Task: Which lines of the records contain "paths"? Collect every one of them.

(Record set begins)

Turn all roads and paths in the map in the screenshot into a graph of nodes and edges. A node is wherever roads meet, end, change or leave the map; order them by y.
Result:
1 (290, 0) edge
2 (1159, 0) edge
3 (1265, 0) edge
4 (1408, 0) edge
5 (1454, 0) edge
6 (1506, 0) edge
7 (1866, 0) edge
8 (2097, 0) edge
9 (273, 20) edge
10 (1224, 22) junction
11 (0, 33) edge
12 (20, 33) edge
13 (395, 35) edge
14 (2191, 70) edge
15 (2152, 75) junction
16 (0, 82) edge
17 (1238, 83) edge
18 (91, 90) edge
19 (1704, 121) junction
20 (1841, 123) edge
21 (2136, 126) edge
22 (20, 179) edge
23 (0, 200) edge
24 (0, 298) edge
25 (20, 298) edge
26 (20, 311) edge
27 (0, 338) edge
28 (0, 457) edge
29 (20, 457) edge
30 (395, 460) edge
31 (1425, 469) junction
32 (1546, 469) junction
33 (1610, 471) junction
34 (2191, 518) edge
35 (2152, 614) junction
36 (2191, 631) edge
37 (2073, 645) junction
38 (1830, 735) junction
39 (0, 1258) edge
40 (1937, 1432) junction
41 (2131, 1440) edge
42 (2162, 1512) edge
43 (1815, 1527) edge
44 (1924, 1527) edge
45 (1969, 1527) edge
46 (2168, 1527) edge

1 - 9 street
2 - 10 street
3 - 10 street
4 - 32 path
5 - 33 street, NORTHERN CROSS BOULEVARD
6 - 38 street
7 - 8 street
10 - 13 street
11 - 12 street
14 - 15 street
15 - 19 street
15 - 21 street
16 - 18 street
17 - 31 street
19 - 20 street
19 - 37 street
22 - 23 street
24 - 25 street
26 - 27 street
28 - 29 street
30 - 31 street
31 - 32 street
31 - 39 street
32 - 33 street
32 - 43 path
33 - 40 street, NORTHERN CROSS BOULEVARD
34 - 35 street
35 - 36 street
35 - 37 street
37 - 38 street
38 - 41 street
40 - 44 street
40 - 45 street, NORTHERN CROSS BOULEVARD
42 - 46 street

(Record set ends)
(Record set begins)

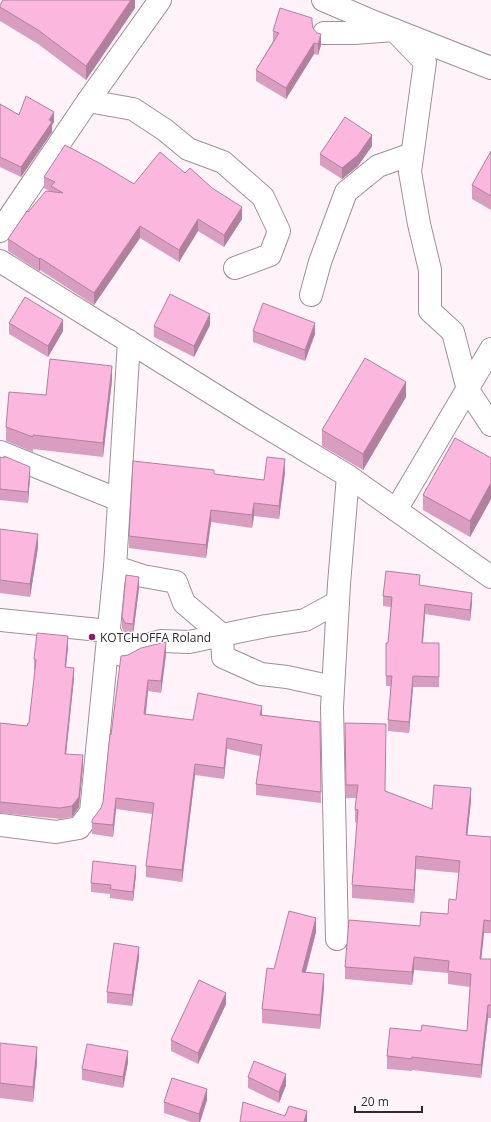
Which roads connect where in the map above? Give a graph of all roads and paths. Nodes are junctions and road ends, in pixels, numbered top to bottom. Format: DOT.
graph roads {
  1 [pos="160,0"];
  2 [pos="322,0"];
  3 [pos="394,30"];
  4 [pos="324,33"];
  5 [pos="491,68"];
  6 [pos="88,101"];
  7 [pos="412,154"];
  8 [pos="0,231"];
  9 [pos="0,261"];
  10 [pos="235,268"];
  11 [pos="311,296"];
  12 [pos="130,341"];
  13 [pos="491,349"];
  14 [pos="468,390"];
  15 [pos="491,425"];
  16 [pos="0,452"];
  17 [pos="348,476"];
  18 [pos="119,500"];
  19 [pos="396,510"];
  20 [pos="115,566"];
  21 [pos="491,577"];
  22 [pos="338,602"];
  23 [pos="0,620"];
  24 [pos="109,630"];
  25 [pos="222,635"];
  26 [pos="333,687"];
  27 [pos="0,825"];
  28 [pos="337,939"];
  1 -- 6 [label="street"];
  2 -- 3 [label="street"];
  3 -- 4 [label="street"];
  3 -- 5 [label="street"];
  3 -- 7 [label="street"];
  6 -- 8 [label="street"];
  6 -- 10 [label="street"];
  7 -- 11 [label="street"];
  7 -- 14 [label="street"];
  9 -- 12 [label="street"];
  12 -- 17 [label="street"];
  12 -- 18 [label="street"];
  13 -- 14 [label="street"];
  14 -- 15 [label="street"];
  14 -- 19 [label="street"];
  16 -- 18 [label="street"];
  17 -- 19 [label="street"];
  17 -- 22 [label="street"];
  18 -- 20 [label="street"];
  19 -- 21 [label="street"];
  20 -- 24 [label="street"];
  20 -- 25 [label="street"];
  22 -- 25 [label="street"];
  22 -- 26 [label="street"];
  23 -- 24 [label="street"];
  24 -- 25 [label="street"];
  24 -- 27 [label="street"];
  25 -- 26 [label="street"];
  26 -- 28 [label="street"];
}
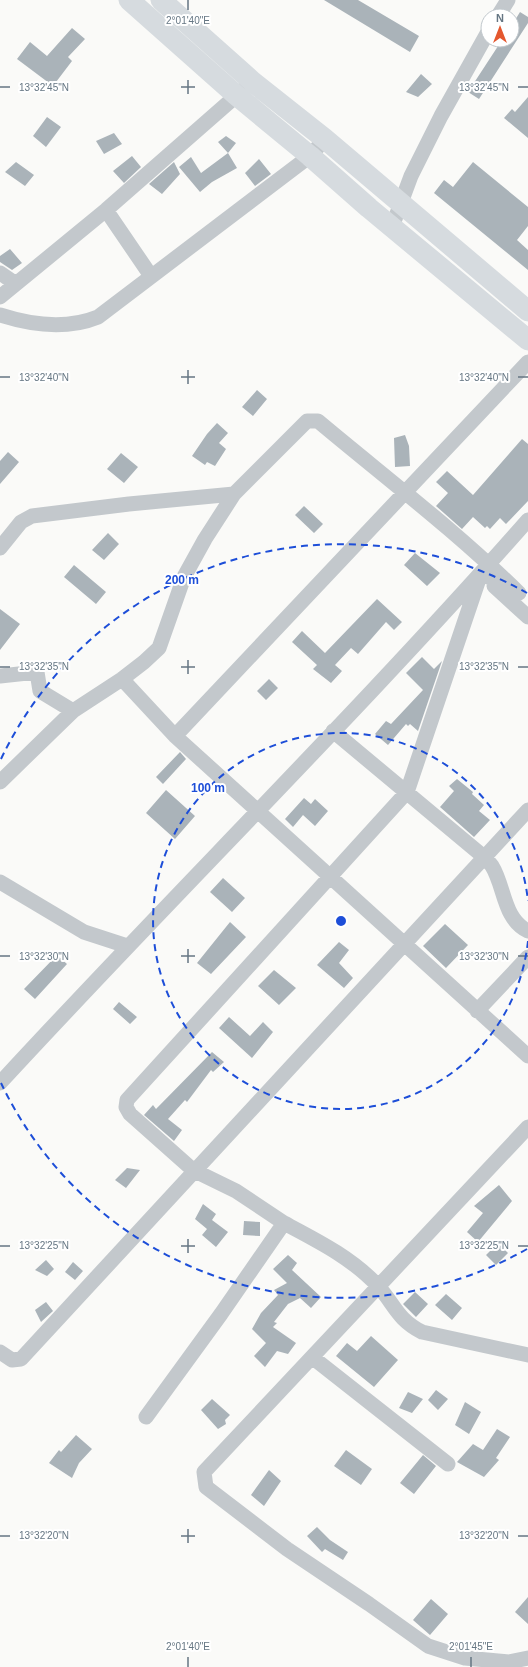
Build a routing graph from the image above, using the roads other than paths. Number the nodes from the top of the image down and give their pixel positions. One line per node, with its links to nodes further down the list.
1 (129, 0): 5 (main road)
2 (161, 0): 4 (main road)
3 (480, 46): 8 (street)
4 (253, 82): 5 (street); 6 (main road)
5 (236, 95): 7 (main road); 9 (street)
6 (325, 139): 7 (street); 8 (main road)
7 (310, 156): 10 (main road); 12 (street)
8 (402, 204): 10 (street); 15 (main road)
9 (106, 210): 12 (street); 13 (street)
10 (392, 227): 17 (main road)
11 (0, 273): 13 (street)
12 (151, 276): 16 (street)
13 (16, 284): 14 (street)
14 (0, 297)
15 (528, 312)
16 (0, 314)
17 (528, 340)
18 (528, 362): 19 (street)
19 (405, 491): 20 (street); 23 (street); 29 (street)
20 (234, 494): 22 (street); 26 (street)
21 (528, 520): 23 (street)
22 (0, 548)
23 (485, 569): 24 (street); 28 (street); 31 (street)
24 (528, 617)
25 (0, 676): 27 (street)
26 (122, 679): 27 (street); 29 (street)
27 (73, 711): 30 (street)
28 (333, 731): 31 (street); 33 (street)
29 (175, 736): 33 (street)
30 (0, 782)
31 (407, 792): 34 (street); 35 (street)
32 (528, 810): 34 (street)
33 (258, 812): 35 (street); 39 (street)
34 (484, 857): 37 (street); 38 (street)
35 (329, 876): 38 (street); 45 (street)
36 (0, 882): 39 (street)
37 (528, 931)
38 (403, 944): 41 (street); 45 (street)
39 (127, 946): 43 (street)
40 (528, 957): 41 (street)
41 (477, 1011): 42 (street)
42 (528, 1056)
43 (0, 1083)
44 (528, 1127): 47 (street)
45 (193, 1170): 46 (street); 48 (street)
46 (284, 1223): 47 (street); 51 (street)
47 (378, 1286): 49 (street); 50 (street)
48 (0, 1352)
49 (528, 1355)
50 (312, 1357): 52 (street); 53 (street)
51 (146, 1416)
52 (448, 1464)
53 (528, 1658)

(Record set ends)

The answer:
Turn all roads and paths in the map in the screenshot into a graph of nodes and edges. A node is wherever roads meet, end, change or leave the map; order them by y.
Which roads connect where in the map above? Give a graph of all roads and paths. Nodes are junctions and road ends, in pixels, numbered top to bottom. Format: DOT.
Build a routing graph from the image above, using the roads other than paths. Number the nodes from the top of the image down and give their pixel positions. One line per node, with its links to nodes further down the list.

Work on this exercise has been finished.